2 Samuel 11:1-15+Psalm 14(Ephesians 3:14-21)+John 6:1-21
Fifteen years or so ago, the then-bishop of the Diocese of Pennsylvania was giving his annual convention address at the cathedral in Philadelphia, and he was trying to make, I suppose, a memorable point. At some point in his sermon, he picked up a bucket of water and hurled the water down the center aisle, splashing water all over the limestone flooring and spattering those seated a little too close to the aisle. It was very effective in the moment, and I certainly have never forgotten it. The problem is, I can’t remember what his point was. Neither can anyone else I’ve checked in with who was there that day.
A sermon illustration, no matter how good in the moment, is of little use if people only remember the story and not the point of the story.
Jesus understood this.
While Jesus’s parables about lost sheep and a farmer scattering seeds might make little sense to us who are so far removed from agricultural life, we remember that he told these stories as a way of explaining who God is and what God’s reign is like; stories of a God who never gives up seeking us out; a God who scatters goodness around extravagantly without regard to who is and is not worthy of it.
The feeding of the 5,000 is not a parable. It is an event that shows up in all four gospel narratives, and as I have told you before, such multiple attestation gives a lot of weight to whether or not it actually happened.
Over the next several Sundays, we take a break from Mark’s gospel and shift to John’s 6th chapter, popularly known as the bread discourse. It’s all about bread, both the kind that is made with wheat and water and the kind that is the body of Christ, the meal that we share each week at this table.
Our story begins in familiar territory with the disciples. In this case, Philip, failing to understand who Jesus is. Where would we get enough food for all these people? Tell them to go away. We then get a reminder that God, who may be all-powerful, does not work alone. Other than casting the stars into the heavens and pulling dry land out of the murky chaos, God has always relied on human agency to do her work, whether it was Noah building an ark or Moses using his voice against pharaoh or David bringing the ark into Jerusalem. God has chosen us as partners in the miraculous. Today, it’s a small boy whose mother just happened to pack him a good lunch that morning. This miracle may show up in all the gospels, but only in John do we hear about this boy and his five loaves and two fish. It was probably a feast for a boy but would have been meager rations even if just shared among the disciples. And yet, Jesus can take that small offering and spread a banquet for thousands. If that is not a lesson in giving what we have to offer to God’s work, I don’t know what is.

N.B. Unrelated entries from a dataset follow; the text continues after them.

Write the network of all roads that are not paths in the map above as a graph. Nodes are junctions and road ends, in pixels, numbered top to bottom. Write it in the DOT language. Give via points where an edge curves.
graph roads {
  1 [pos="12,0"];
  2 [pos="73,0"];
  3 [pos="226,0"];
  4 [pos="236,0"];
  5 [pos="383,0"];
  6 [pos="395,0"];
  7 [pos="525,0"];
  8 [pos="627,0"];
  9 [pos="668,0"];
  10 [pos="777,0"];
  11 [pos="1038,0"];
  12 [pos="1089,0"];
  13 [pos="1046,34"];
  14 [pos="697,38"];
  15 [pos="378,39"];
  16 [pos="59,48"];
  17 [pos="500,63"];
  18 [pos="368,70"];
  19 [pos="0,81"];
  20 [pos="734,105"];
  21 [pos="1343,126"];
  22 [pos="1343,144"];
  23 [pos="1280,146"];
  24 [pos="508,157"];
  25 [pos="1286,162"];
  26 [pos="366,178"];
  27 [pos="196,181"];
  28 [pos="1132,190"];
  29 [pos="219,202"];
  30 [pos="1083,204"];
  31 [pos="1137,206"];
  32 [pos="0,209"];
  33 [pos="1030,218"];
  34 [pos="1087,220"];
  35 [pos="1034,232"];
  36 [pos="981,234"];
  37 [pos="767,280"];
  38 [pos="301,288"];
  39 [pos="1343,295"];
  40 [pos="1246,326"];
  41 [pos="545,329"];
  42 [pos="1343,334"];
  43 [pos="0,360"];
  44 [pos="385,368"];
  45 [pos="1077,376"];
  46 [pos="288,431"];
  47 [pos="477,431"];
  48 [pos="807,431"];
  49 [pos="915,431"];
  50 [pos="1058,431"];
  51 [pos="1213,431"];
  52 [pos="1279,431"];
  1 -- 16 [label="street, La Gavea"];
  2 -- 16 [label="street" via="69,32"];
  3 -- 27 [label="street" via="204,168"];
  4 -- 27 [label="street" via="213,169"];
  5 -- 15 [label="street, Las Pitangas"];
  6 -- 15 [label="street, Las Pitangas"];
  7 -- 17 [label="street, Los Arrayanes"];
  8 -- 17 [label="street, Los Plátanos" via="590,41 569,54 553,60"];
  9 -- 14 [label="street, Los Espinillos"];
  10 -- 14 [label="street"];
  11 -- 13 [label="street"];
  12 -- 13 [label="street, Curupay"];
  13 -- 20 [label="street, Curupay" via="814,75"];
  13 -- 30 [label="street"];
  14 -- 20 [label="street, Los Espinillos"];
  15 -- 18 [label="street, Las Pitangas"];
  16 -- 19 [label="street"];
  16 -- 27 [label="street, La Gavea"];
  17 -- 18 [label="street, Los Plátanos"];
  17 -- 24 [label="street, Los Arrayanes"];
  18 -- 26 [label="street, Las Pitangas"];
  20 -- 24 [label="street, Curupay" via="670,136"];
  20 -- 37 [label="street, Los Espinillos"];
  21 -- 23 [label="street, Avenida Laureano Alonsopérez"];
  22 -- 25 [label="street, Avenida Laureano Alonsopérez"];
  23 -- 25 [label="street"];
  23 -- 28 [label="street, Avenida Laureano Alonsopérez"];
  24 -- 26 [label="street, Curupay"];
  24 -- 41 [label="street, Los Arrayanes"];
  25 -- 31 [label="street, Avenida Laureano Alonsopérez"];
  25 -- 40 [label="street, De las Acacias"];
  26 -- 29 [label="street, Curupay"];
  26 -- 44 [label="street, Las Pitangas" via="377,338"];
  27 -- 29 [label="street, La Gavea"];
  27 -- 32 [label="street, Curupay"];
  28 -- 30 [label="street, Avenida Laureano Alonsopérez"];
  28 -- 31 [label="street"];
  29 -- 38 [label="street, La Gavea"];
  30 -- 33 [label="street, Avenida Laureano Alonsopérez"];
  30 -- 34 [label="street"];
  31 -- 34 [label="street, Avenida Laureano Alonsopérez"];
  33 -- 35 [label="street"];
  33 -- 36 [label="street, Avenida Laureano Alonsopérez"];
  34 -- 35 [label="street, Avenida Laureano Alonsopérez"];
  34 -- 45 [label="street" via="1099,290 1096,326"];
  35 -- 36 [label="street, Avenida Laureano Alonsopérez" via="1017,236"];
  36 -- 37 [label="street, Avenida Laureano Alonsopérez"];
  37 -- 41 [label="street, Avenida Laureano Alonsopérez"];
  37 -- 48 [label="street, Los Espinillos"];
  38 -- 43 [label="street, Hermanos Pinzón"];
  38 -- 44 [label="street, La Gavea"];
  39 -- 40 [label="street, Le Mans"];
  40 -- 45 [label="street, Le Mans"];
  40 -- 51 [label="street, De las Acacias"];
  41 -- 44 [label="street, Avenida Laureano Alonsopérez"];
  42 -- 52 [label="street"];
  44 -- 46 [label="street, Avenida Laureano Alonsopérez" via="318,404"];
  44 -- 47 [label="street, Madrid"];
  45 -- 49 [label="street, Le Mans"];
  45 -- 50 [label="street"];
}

Our journey through the David saga takes an ugly turn today. For so long, this episode with Bathsheba has cast her in a negative light – a temptress, a seductress, a stalker even if you watch the 1951 film version with Gregory Peck and Susan Hayward. Make no mistake: Bathsheba was a victim, raped by a man who believed he could do whatever he wanted and get away with it, up to and including having her husband murdered to cover up his crime. It is a story as old as time, the ability of power and privilege and patriarchy to corrupt, leaving nothing but victims in its wake. Victims that included the child born of this assault.
But God loved David. God did not abandon David. David is remembered as the great king of Israel, even though he did this and many other horrible things. How could God be so forgiving?
Isn’t that what we believe to be the nature of God? God loves. God forgives. Over and over again. I don’t think anyone sitting here has conspired to murder to cover up a sexual assault, but all of us “have sinned and fallen short of the glory of God” (Romans 3:23). If God can forgive David, surely you can’t doubt that God could forgive us, too?
After the 5,000 are fed and the basketsful of leftovers have been gathered, Jesus runs away because he, unlike David, does not wish to be made king. He knows that his kingdom is not of this world. Maybe he even knows that such earthly power might corrupt even him. Whichever it is, he runs away, up to the mountain alone, to be with God, if only for a little while.
But the disciples run into trouble out on the sea, and so Jesus must go to them, joining them in the boat and getting them safely to shore.
“It is I; do not be afraid,” he says (John 6:20).
Jesus has now set the scene, performed the signs and wonders of a miraculous feeding and walking on water, and in the coming weeks, he will make the connection between eating physical bread and himself as bread of life, of trusting without fear, that God will raise them up. A sermon illustration in the flesh.
For the months and months of pandemic when we were not gathering in person and not receiving the bread of life, we hungered, as those who came to Jesus hungered. They thought they were hungry for bread, but Jesus satisfied their hunger with so much more.
Jesus makes that same offer to us here. Our physical hunger will certainly not be satisfied with a slim wafer, a morsel of bread. But everything we need to sustain us in a life of faith, we will find right here, gathered together, offering what we have no matter how insignificant it might seem. Bring all you have and all you are to this table. Miracles have been done with less.